● Exercise prompt: Make an exact copy of every entry below, with the pictures left out.

### Task material ###

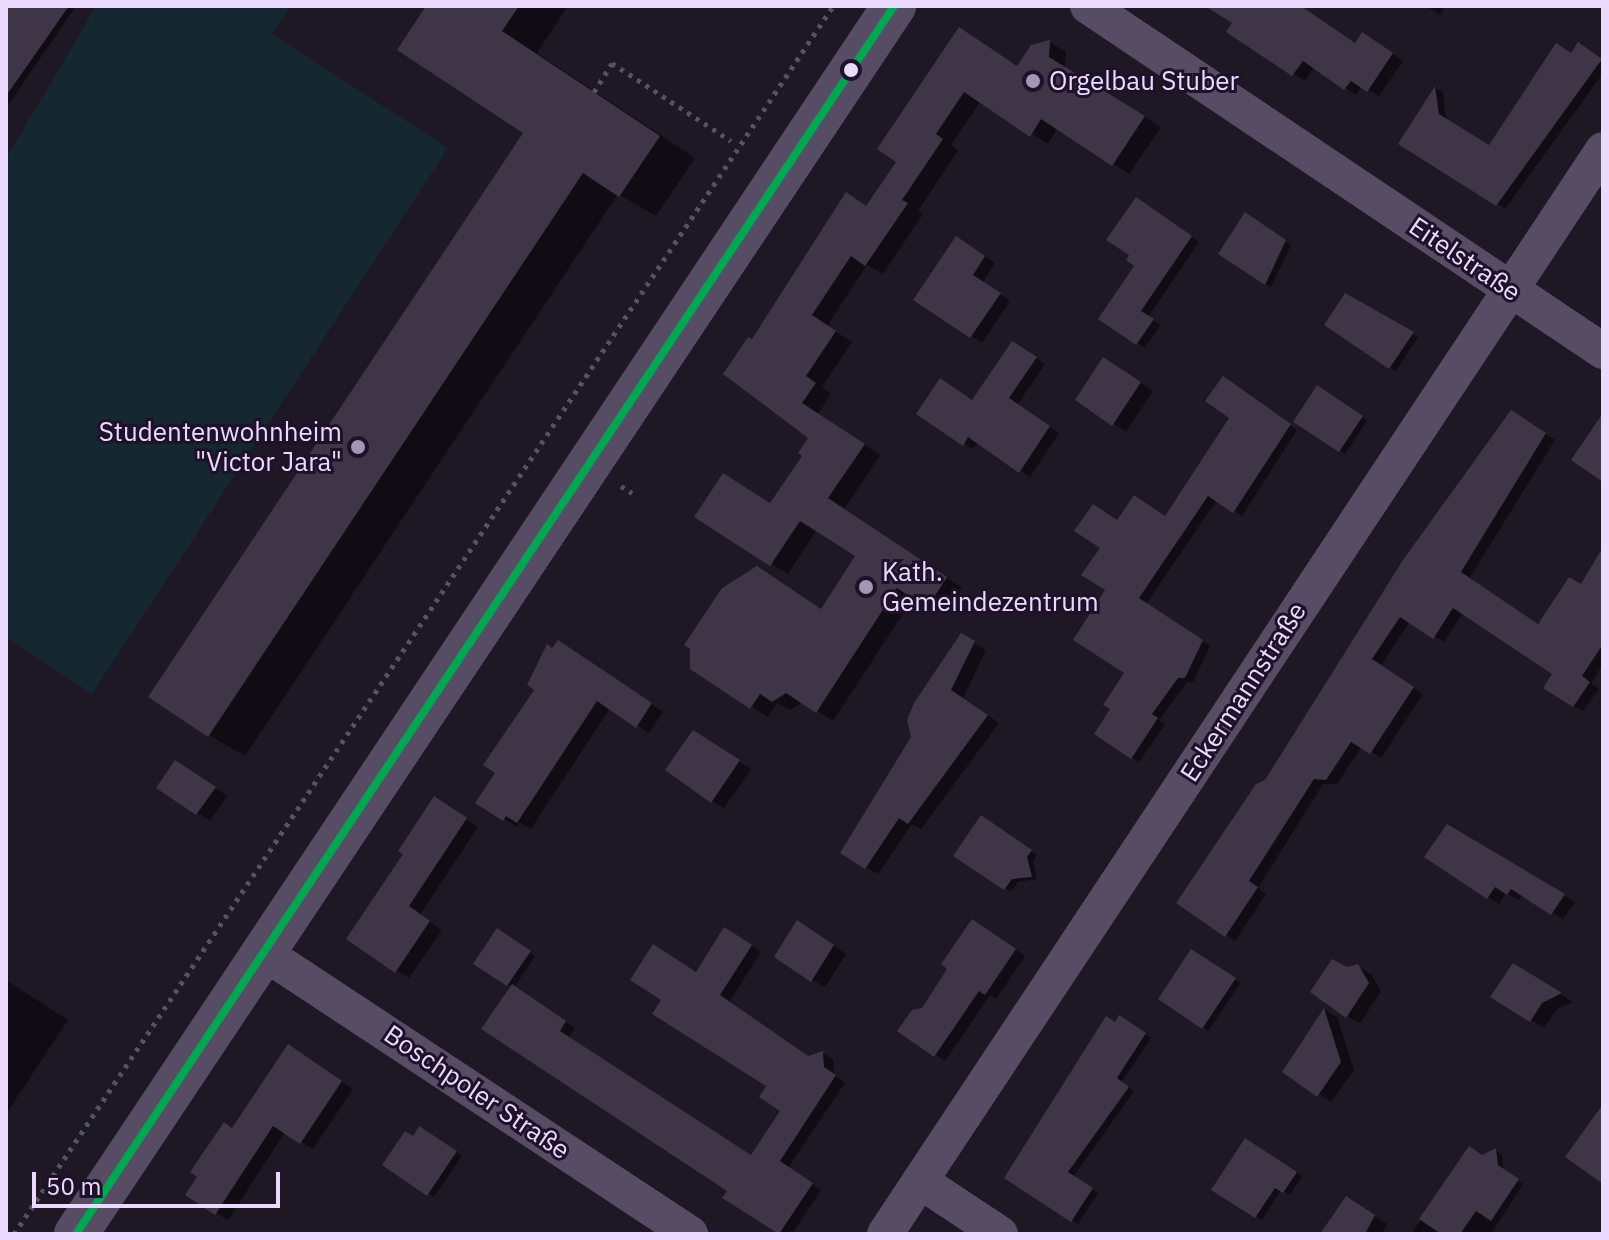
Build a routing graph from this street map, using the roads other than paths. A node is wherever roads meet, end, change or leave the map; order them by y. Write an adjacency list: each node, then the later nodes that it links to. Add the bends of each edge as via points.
1 (894, 6): 6 (street)
2 (1088, 6): 4 (street, Eitelstraße)
3 (1603, 150): 4 (street, Eckermannstraße)
4 (1510, 288): 5 (street, Eitelstraße); 7 (street, Eckermannstraße)
5 (1603, 351)
6 (263, 952): 8 (street); 9 (street, Boschpoler Straße)
7 (920, 1181): 10 (street, Eckermannstraße); 11 (street)
8 (76, 1234)
9 (690, 1234)
10 (885, 1234)
11 (1000, 1234)

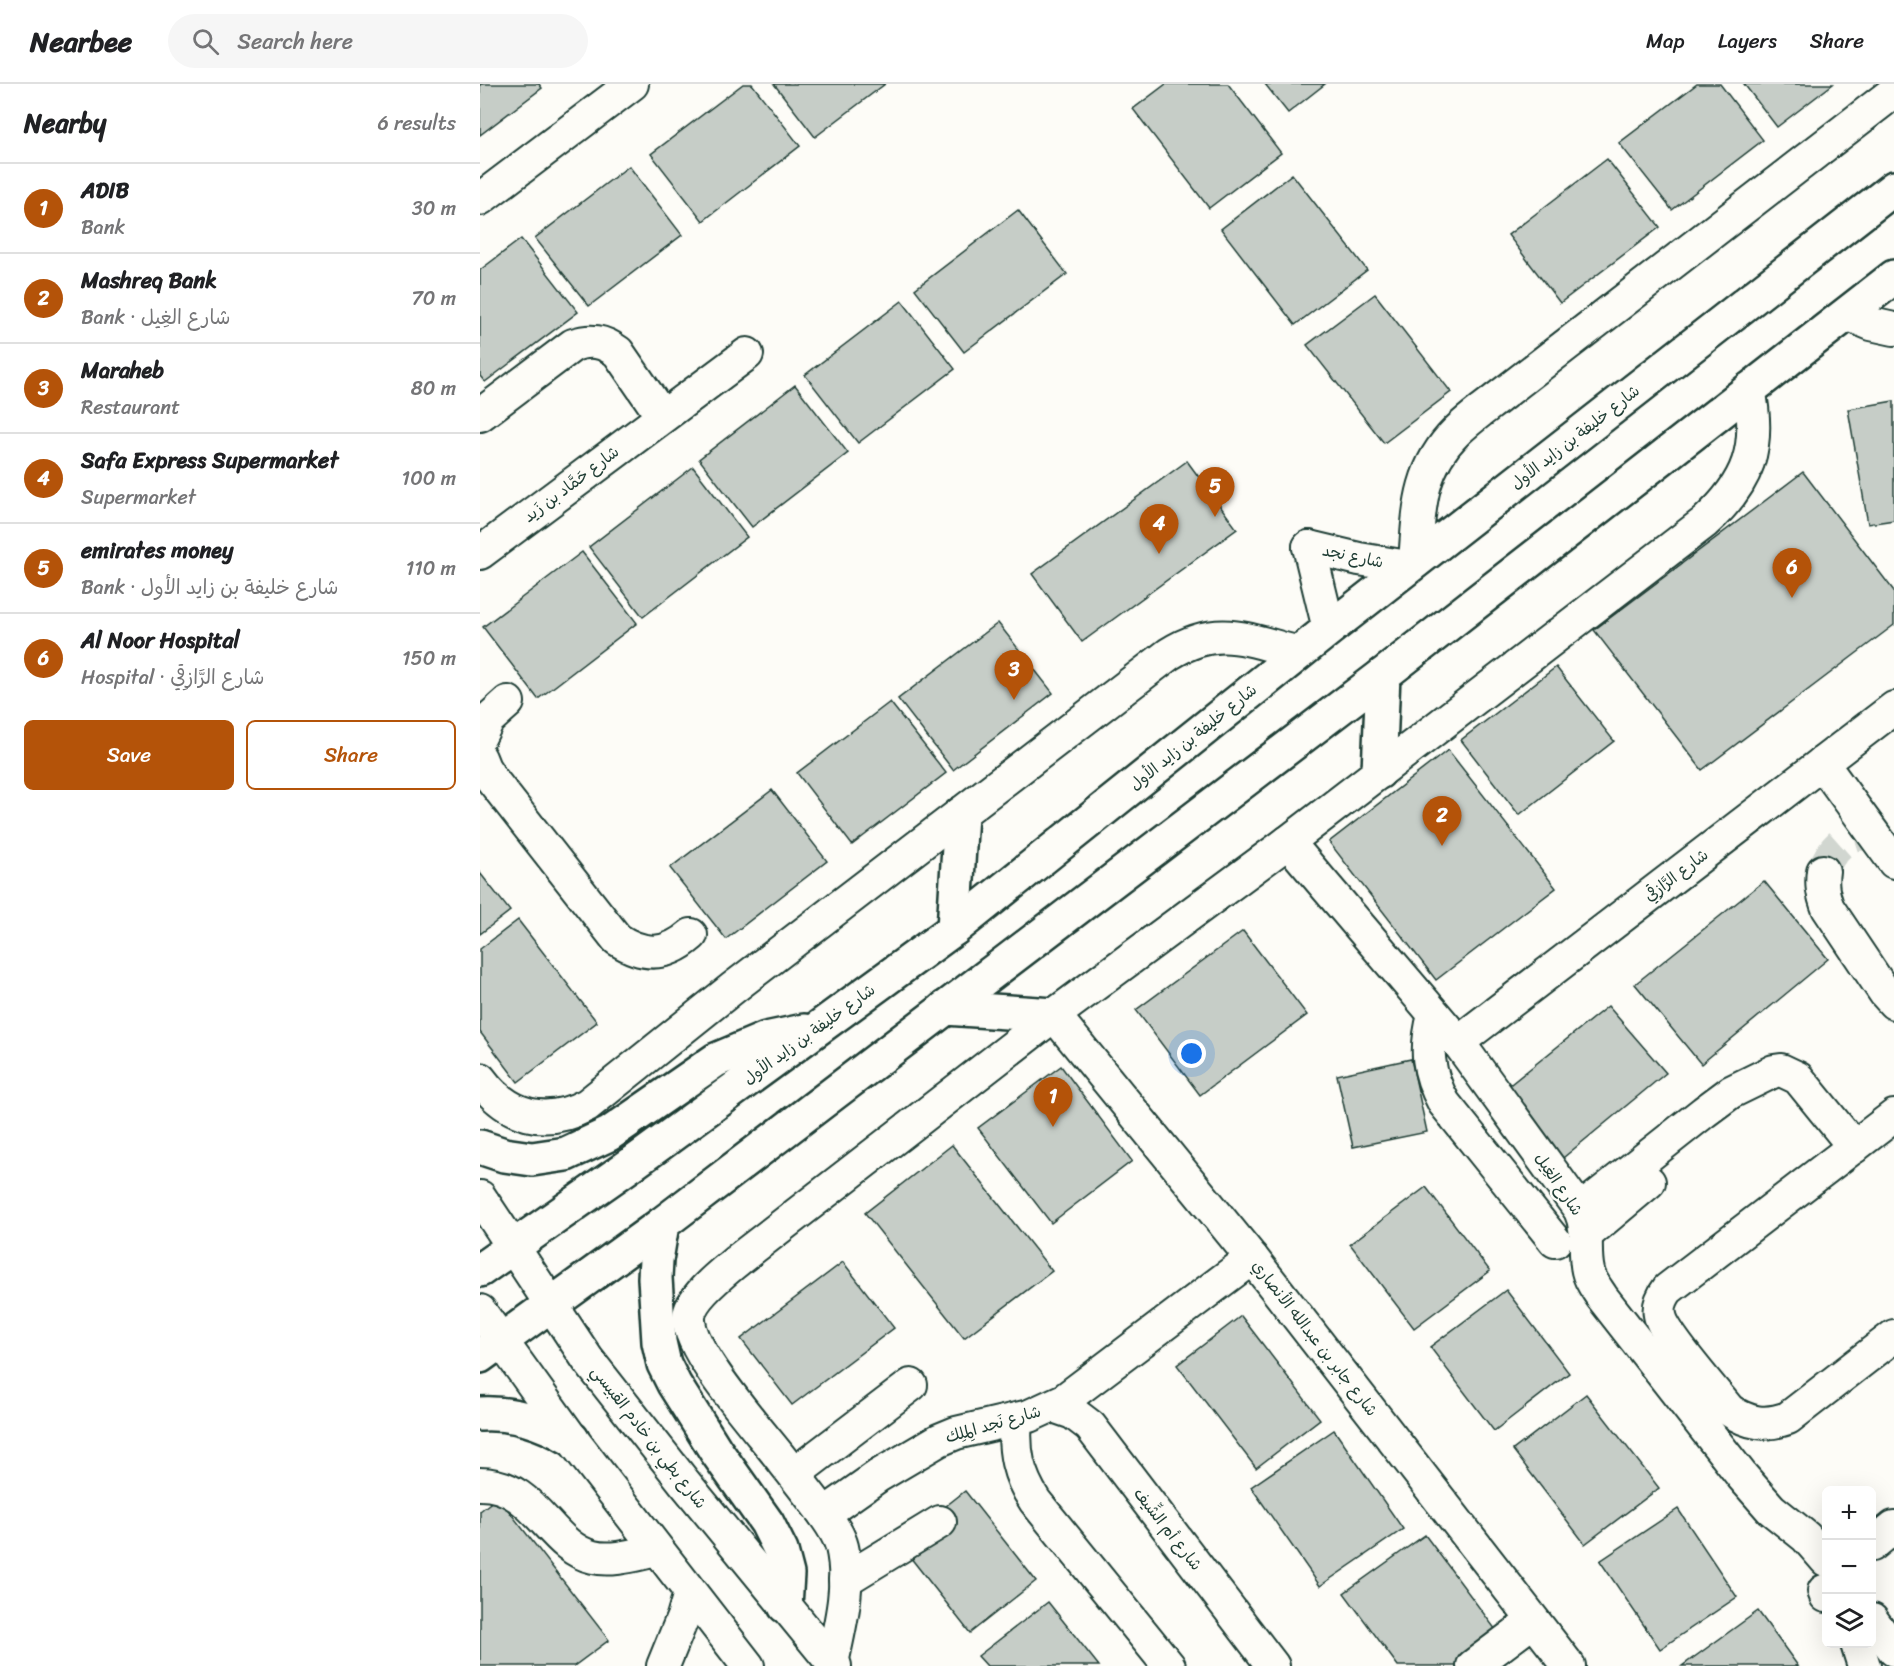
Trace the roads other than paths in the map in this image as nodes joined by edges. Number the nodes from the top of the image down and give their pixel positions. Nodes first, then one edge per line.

###

● Written answer:
Build a routing graph from this street map, using the roads other than paths. A node is wherever roads meet, end, change or leave the map; order them by y. Write an adjacency list: each node, then the later nodes that it links to. Add the bends of each edge as via points.
1 (894, 6): 6 (street)
2 (1088, 6): 4 (street, Eitelstraße)
3 (1603, 150): 4 (street, Eckermannstraße)
4 (1510, 288): 5 (street, Eitelstraße); 7 (street, Eckermannstraße)
5 (1603, 351)
6 (263, 952): 8 (street); 9 (street, Boschpoler Straße)
7 (920, 1181): 10 (street, Eckermannstraße); 11 (street)
8 (76, 1234)
9 (690, 1234)
10 (885, 1234)
11 (1000, 1234)

Trace the roads other than paths in the map in this image as nodes joined by edges. Number the nodes from the top of the image down and give their pixel positions. Nodes first, then one edge per line.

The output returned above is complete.